§ Extracted data entries:
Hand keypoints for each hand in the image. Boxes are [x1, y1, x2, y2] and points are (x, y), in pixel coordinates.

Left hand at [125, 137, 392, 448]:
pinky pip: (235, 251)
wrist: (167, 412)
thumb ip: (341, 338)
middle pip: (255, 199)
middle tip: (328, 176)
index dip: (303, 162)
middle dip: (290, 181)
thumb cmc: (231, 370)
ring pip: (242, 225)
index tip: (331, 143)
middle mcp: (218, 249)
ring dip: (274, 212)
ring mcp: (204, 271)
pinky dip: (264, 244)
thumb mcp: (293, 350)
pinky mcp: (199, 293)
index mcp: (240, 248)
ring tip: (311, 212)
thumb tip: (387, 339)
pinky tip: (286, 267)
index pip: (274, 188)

--

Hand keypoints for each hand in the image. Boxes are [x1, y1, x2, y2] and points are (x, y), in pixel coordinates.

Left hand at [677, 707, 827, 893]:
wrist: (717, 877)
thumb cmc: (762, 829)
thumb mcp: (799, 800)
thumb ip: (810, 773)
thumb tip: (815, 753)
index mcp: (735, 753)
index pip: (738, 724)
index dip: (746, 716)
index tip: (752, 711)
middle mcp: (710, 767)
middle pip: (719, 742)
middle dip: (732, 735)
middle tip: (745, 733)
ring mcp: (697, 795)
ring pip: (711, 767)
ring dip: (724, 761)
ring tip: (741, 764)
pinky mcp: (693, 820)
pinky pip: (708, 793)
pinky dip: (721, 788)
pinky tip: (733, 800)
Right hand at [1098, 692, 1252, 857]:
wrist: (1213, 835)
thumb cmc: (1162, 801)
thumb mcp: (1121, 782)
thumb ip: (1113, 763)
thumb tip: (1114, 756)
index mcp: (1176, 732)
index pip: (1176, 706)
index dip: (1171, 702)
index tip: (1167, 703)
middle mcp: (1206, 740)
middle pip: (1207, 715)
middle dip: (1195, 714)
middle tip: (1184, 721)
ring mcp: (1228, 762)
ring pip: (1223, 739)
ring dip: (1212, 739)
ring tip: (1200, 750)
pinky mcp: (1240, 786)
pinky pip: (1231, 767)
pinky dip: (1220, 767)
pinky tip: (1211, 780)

==

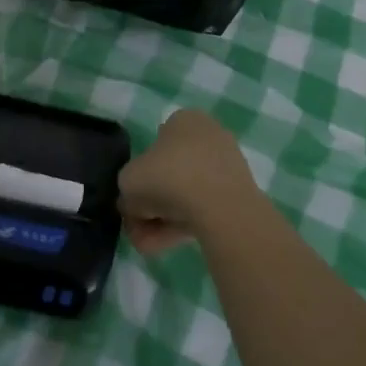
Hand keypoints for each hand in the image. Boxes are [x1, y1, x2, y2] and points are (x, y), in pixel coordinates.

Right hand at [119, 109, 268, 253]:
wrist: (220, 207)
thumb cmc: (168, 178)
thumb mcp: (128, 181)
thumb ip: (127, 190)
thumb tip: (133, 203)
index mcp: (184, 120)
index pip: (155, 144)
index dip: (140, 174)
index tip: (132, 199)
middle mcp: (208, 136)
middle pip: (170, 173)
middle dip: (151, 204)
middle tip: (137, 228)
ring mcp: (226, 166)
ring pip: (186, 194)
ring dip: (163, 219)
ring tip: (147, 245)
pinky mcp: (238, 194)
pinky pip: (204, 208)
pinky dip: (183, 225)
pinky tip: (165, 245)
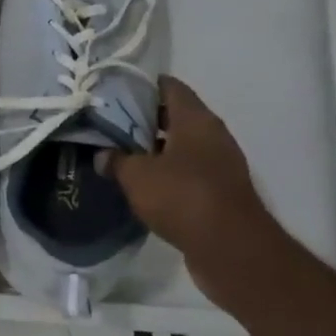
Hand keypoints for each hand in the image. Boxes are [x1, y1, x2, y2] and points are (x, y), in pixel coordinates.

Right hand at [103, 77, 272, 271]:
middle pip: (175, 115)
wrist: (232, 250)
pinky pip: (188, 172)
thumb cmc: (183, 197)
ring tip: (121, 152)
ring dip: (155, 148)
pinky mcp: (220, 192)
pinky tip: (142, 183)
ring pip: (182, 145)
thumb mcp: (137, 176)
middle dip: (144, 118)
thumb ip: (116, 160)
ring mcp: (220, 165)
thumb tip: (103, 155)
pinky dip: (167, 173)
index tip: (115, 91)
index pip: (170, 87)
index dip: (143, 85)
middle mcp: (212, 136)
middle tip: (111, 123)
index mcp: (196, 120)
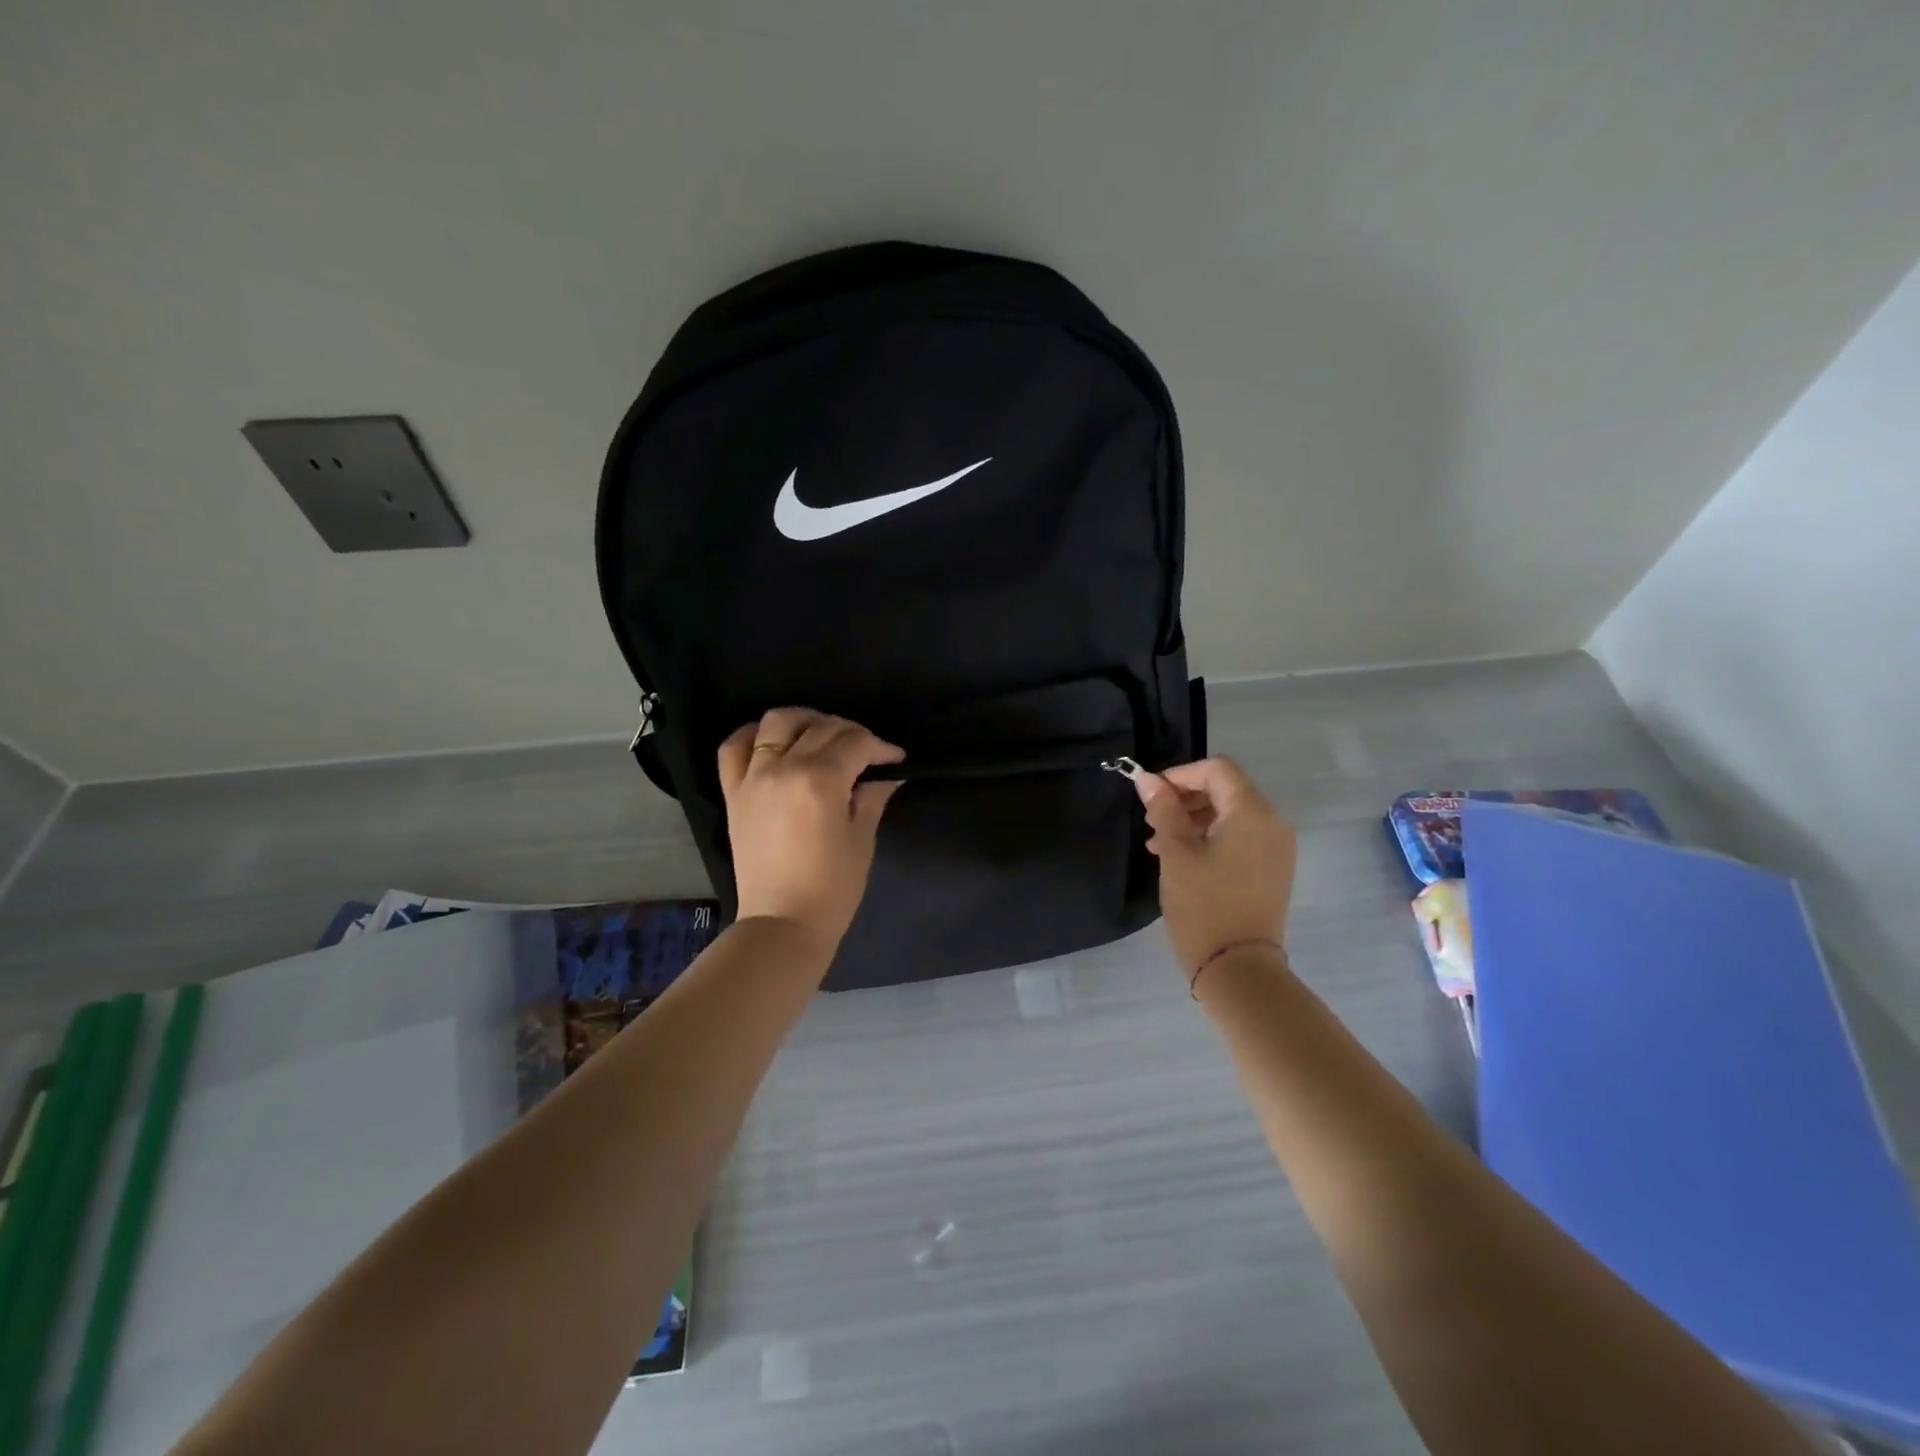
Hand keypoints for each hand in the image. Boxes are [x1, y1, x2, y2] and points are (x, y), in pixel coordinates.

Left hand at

§ PROBLEM TO SOLVE: Both end lines included, restate word for word the lines above from the line with "middle dip: (290, 181)" to the line with "index pip: (274, 188)", and nothing else.

§ FINISHED EXERCISE:
middle dip: (290, 181)
thumb cmc: (231, 370)
ring pip: (242, 225)
index tip: (331, 143)
middle mcp: (218, 249)
ring dip: (274, 212)
ring mcp: (204, 271)
pinky dip: (264, 244)
thumb mcp: (293, 350)
pinky mcp: (199, 293)
index mcp: (240, 248)
ring tip: (311, 212)
thumb tip: (387, 339)
pinky tip: (286, 267)
index pip: (274, 188)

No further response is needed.